**Work instructions:**
Please transcribe the data exactly as shown, skipping the images.

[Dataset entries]
◆ ◆ ◆ ◆
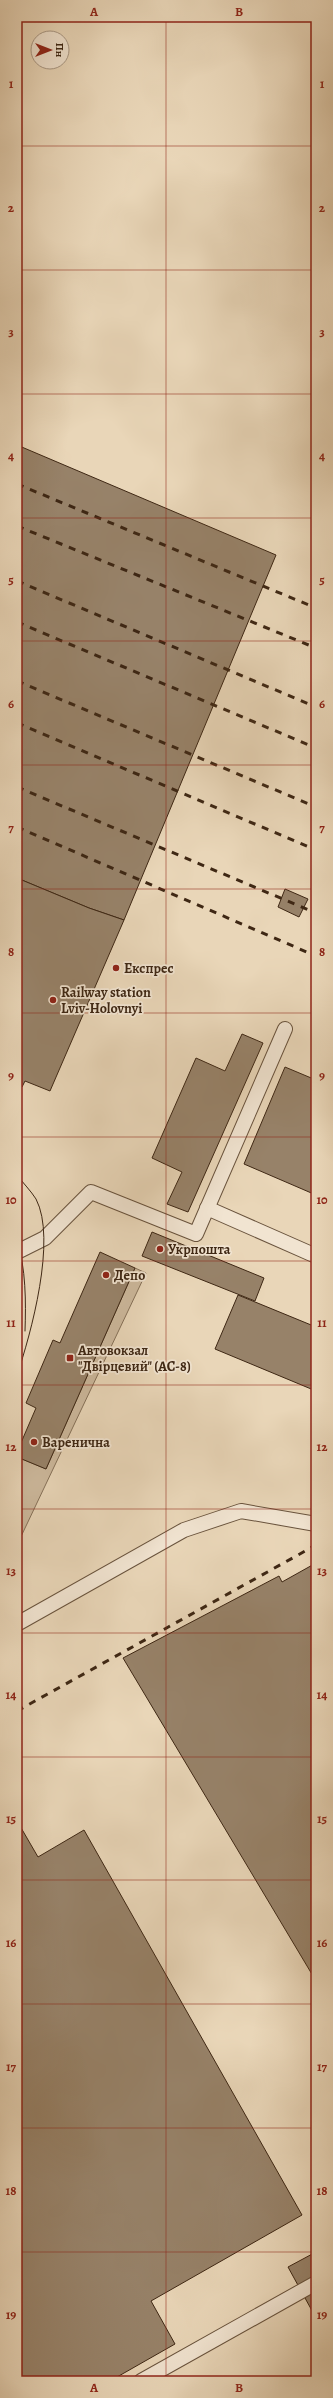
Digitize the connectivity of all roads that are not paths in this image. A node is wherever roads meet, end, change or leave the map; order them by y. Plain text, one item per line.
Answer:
1 (284, 1029) dead end
2 (207, 1208) junction
3 (17, 1252) edge
4 (316, 1256) edge
5 (316, 1524) edge
6 (17, 1624) edge
7 (316, 2283) edge
8 (141, 2381) edge

1 - 2 lane
2 - 3 lane
2 - 4 lane
5 - 6 lane
7 - 8 lane

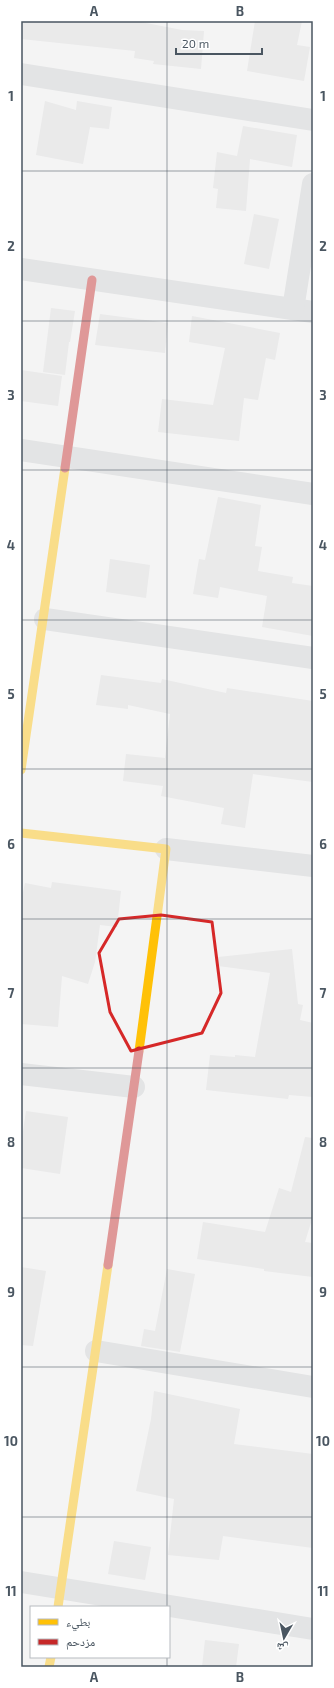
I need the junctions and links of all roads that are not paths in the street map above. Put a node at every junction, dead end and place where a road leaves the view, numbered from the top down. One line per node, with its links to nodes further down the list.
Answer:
◆ ◆ ◆ ◆
**Answer for this exercise:**
Digitize the connectivity of all roads that are not paths in this image. A node is wherever roads meet, end, change or leave the map; order them by y. Plain text, one item per line.
Answer:
1 (284, 1029) dead end
2 (207, 1208) junction
3 (17, 1252) edge
4 (316, 1256) edge
5 (316, 1524) edge
6 (17, 1624) edge
7 (316, 2283) edge
8 (141, 2381) edge

1 - 2 lane
2 - 3 lane
2 - 4 lane
5 - 6 lane
7 - 8 lane

I need the junctions and links of all roads that are not paths in the street map above. Put a node at every junction, dead end and place where a road leaves the view, numbered from the top down. One line per node, with its links to nodes further down the list.
Answer:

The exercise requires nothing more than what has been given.